Deep structures of the neck US Medical PG Question 5: A 47-year-old man presents to you with gradual loss of voice and difficulty swallowing for the past couple of months. The difficulty of swallowing is for both solid and liquid foods. His past medical history is insignificant except for occasional mild headaches. Physical exam also reveals loss of taste sensation on the posterior third of his tongue and palate, weakness in shrugging his shoulders, an absent gag reflex, and deviation of the uvula away from the midline. MRI scanning was suggested which revealed a meningioma that was compressing some cranial nerves leaving the skull. Which of the following openings in the skull transmit the affected cranial nerves?

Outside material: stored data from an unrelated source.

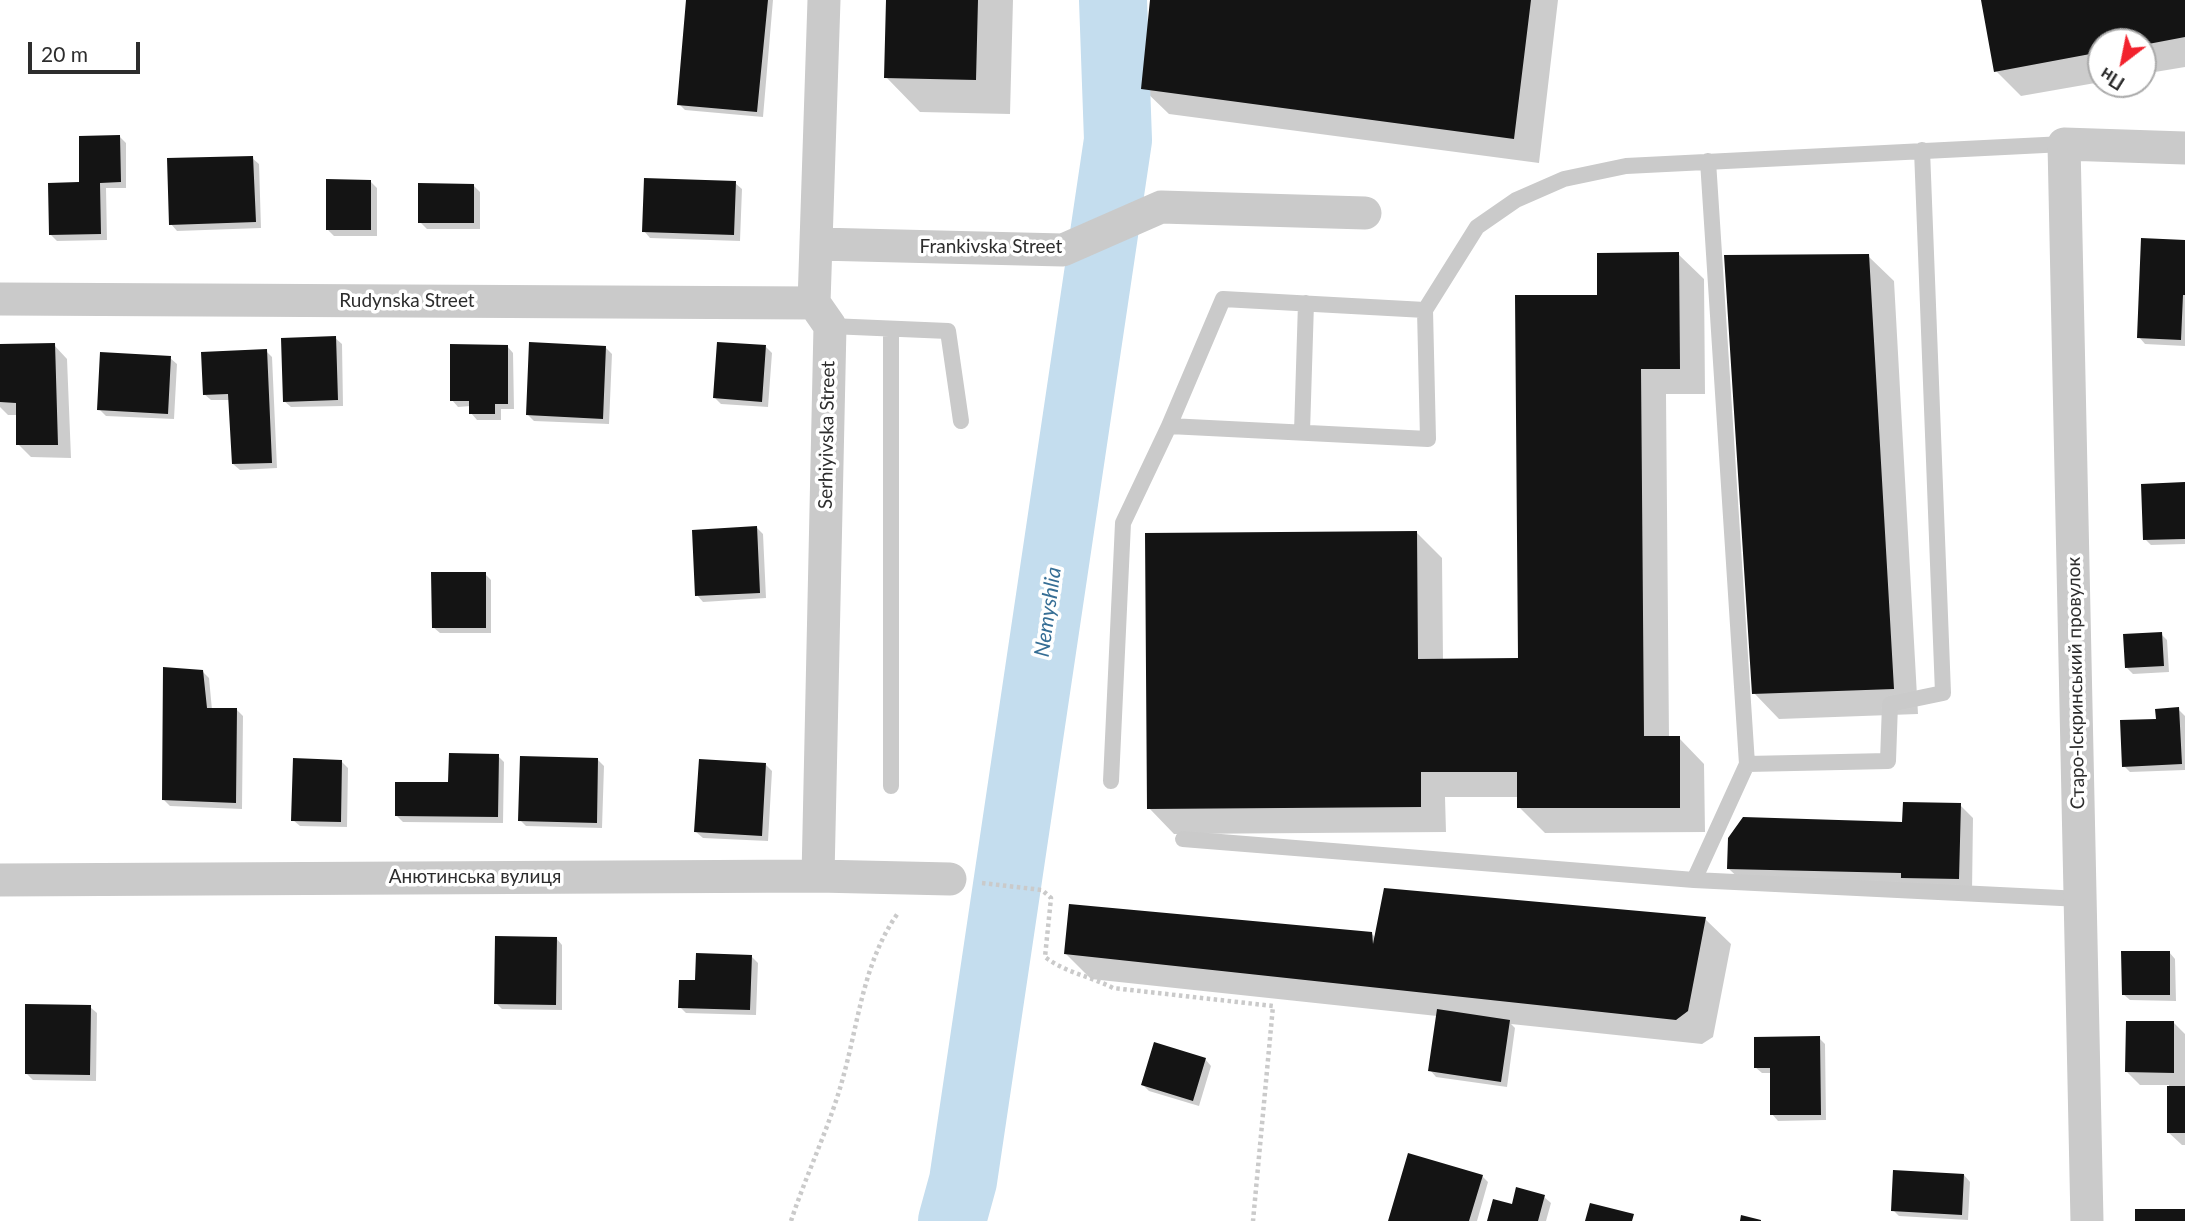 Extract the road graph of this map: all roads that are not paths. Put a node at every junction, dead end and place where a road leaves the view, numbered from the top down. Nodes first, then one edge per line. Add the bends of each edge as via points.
1 (824, 0) edge
2 (2064, 144) junction
3 (2185, 148) edge
4 (1922, 150) junction
5 (1708, 161) junction
6 (1365, 213) dead end
7 (818, 244) junction
8 (0, 299) edge
9 (1306, 303) junction
10 (1425, 310) junction
11 (822, 315) junction
12 (891, 330) junction
13 (961, 421) dead end
14 (1169, 426) junction
15 (1302, 432) junction
16 (1747, 764) junction
17 (1111, 781) dead end
18 (891, 786) dead end
19 (1183, 839) dead end
20 (818, 876) junction
21 (939, 879) road end
22 (0, 880) edge
23 (1694, 880) junction
24 (2081, 899) junction
25 (2087, 1221) edge

1 - 7 street, Serhiyivska Street
2 - 3 street
2 - 4 lane
2 - 24 street, Старо-Іскринський провулок
4 - 5 lane
4 - 16 lane via 1943,693 1890,704 1888,761
5 - 10 lane via 1626,166 1564,179 1516,200 1477,227
5 - 16 lane
6 - 7 street, Frankivska Street via 1161,207 1063,250
7 - 11 street, Serhiyivska Street
8 - 11 street, Rudynska Street
9 - 10 lane
9 - 14 lane via 1223,299
9 - 15 lane
10 - 15 lane via 1428,439
11 - 12 lane
11 - 20 street, Serhiyivska Street
12 - 13 lane via 948,331
12 - 18 lane
14 - 15 lane
14 - 17 lane via 1123,523
16 - 23 lane
19 - 23 lane
20 - 21 street, Анютинська вулиця
20 - 22 street, Анютинська вулиця
23 - 24 lane
24 - 25 street, Старо-Іскринський провулок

- A. Jugular foramen (Correct Answer)
- B. Foramen rotundum
- C. Foramen spinosum
- D. Foramen ovale
- E. Foramen lacerum
Deep structures of the neck Explanation: ***Jugular foramen***
- The symptoms described—loss of voice, difficulty swallowing, loss of taste on the posterior third of the tongue, absent gag reflex, and uvula deviation—point to impairment of **cranial nerves IX (glossopharyngeal), X (vagus), XI (accessory)**, which all exit the skull via the **jugular foramen**.
- The **vagus nerve** (CN X) is responsible for voice and swallowing (via innervation of the pharynx and larynx), the **glossopharyngeal nerve** (CN IX) for taste from the posterior third of the tongue and the gag reflex, and the **accessory nerve** (CN XI) for shoulder shrugging (trapezius and sternocleidomastoid muscles).
- Note: Loss of taste on the palate may involve CN VII (facial nerve) fibers, but the dominant clinical picture with absent gag reflex, uvula deviation, dysphagia, and dysphonia clearly indicates jugular foramen pathology.
*Foramen rotundum*
- The **foramen rotundum** transmits the **maxillary nerve (V2)**, a branch of the trigeminal nerve.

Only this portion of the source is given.